Music and stardust for writers’ fest
Prime Minister Jacinda Ardern will appear alongside acclaimed authors and international heavy-hitters including 2018 Pulitzer Prize winner Andrew Sean Greer, American musician Jeff Tweedy and Canadian novelist Anne Michaels at this year’s Auckland Writers Festival.
The programme for the 20th Auckland Writers Festival comprises more than 200 events and 230 globally feted writers and intellectuals.

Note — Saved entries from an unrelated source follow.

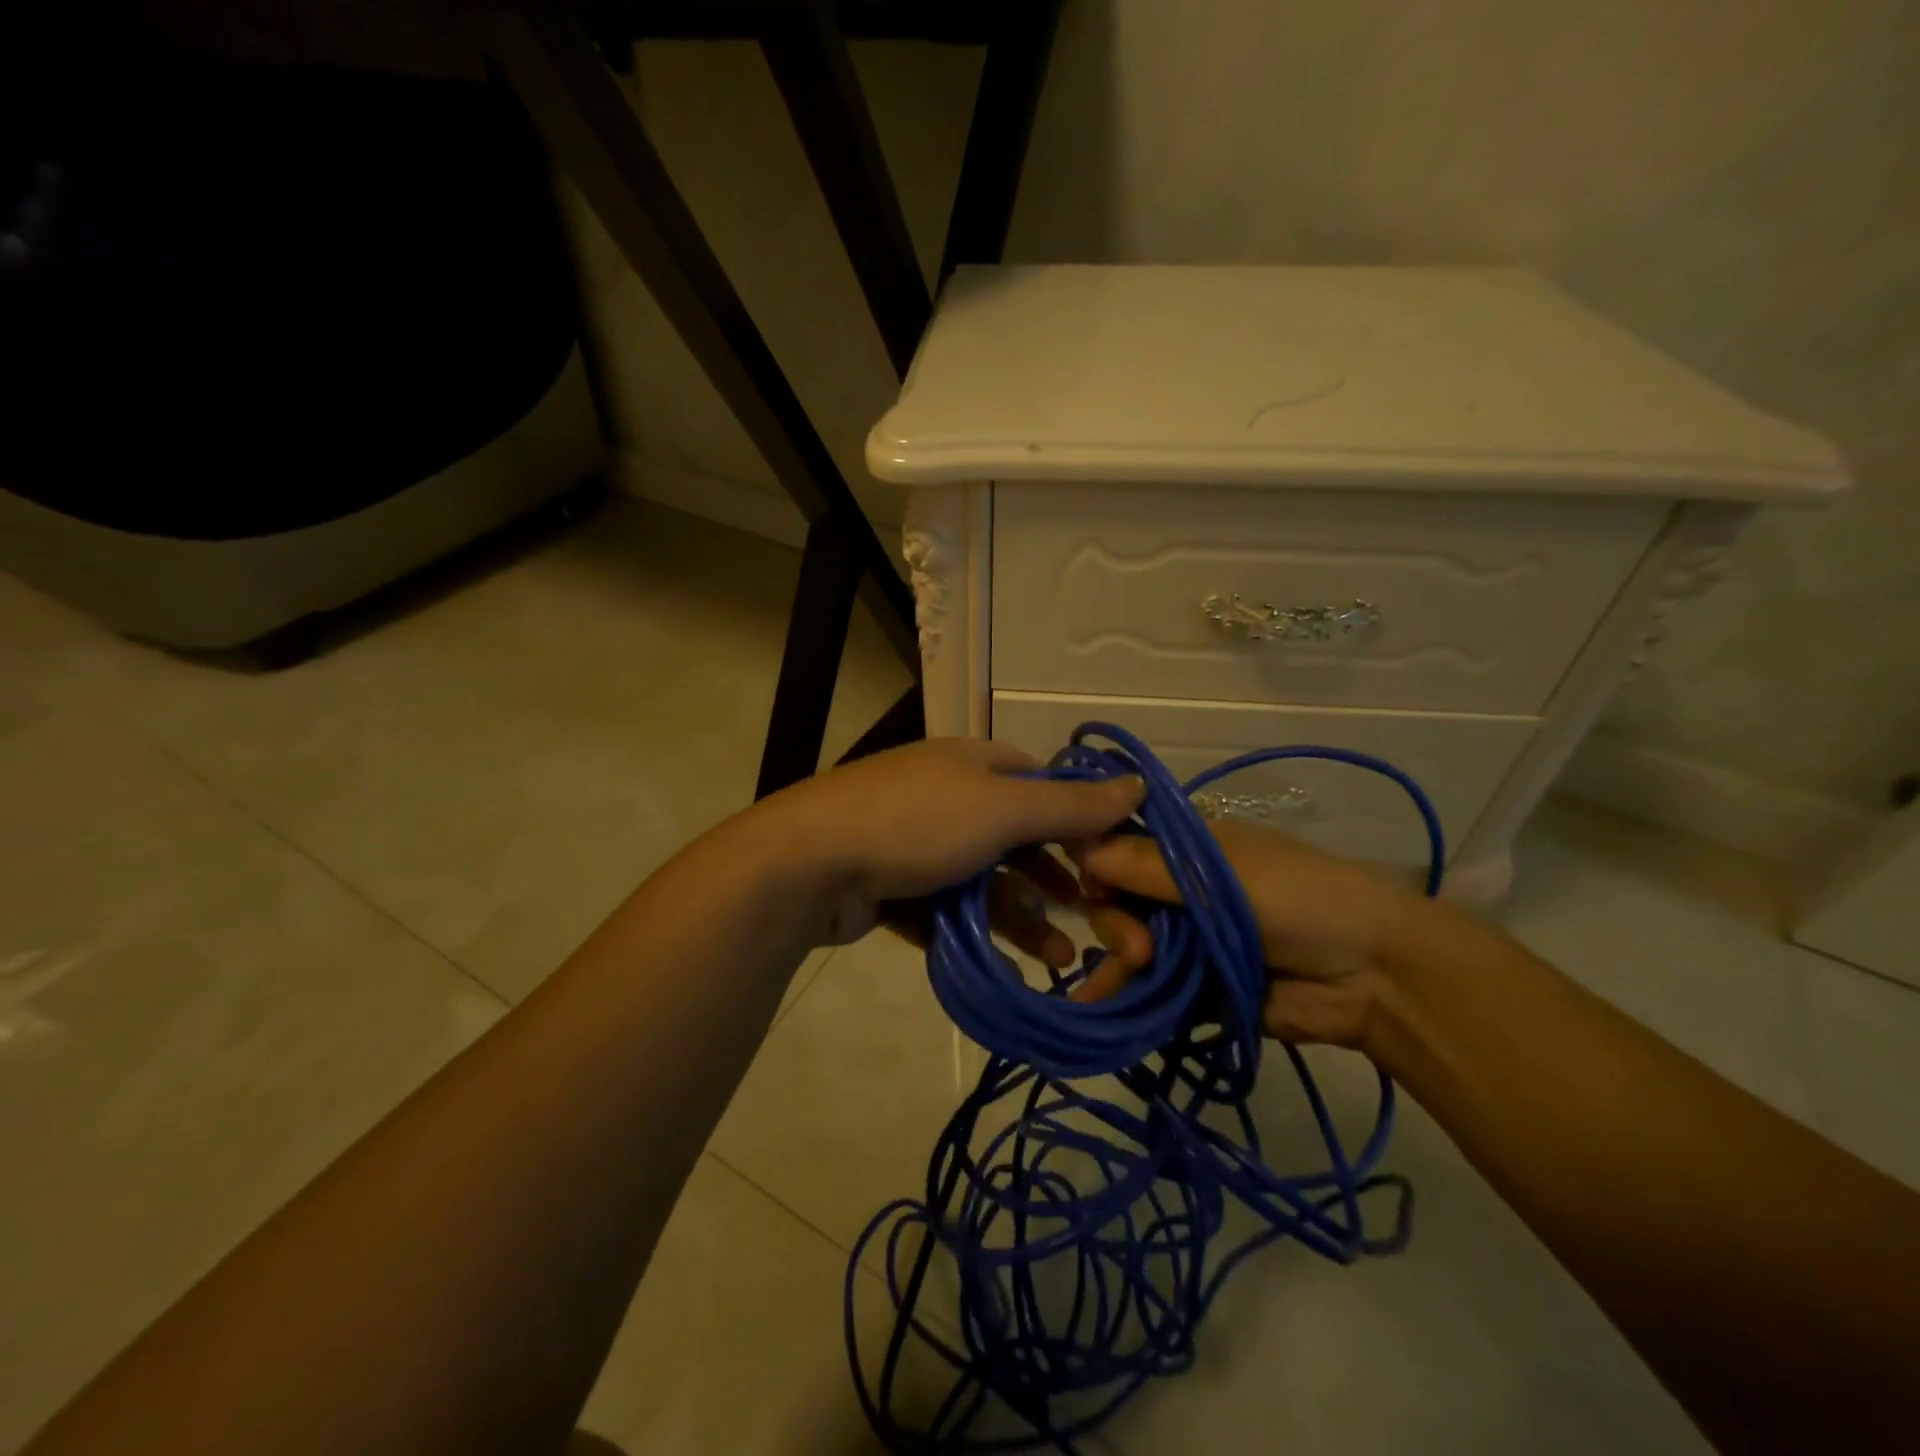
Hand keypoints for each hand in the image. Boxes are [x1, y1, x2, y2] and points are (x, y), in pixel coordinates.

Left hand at [758, 738, 1145, 954]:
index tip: (1109, 863)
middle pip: (1015, 838)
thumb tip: (1138, 784)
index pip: (1040, 783)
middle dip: (1055, 882)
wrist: (807, 864)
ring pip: (984, 881)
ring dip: (1023, 917)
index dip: (1077, 821)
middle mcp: (946, 796)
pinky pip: (947, 909)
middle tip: (1092, 922)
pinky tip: (1006, 965)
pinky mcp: (892, 885)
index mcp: (972, 763)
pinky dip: (977, 933)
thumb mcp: (1003, 809)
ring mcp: (915, 841)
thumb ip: (1071, 806)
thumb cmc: (916, 823)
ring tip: (1059, 960)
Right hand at [1072, 821, 1434, 1048]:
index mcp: (1185, 849)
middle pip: (1116, 899)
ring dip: (1117, 961)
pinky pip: (1147, 986)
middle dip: (1117, 923)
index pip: (1119, 846)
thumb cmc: (1296, 899)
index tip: (1091, 884)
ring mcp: (1185, 939)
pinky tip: (1094, 1007)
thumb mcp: (1220, 874)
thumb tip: (1080, 848)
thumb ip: (1148, 867)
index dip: (1096, 862)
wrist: (1371, 974)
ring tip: (1120, 985)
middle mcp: (1177, 889)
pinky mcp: (1193, 985)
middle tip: (1140, 950)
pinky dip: (1123, 994)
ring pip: (1126, 943)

Last year’s festival drew around 75,000 attendees and this year’s looks set to be just as popular with Ardern’s Friday evening talk, Stardust & Substance, likely to be a top drawcard.
She’ll discuss with journalist Toby Manhire the weeks leading up to the 2017 election and reflect on the impact of the result domestically and internationally.
Alongside Greer, Tweedy and Michaels, international names also include British historian Sir Antony Beevor, 2018 British Women’s Prizewinning novelist Kamila Shamsie, Australian best-seller Markus Zusak, Irish novelist John Boyne, visual artist and writer Douglas Coupland, and the UK’s Sally Gardner who made her name writing children’s and young adult books but also writes erotic fiction for adults under the nom de plume Wray Delaney.
On the local front, Tessa Duder, Stephanie Johnson, Lloyd Jones, Fiona Kidman, Witi Ihimaera, Albert Wendt and Vincent O’Sullivan, Paula Morris, Marilyn Waring, Sir Kim Workman, Sandra Coney and artist Gretchen Albrecht will participate in conversations, panel discussions and book signings while former Straitjacket Fits front man Shayne Carter will talk about his soon to be released memoir Dead People I Have Known.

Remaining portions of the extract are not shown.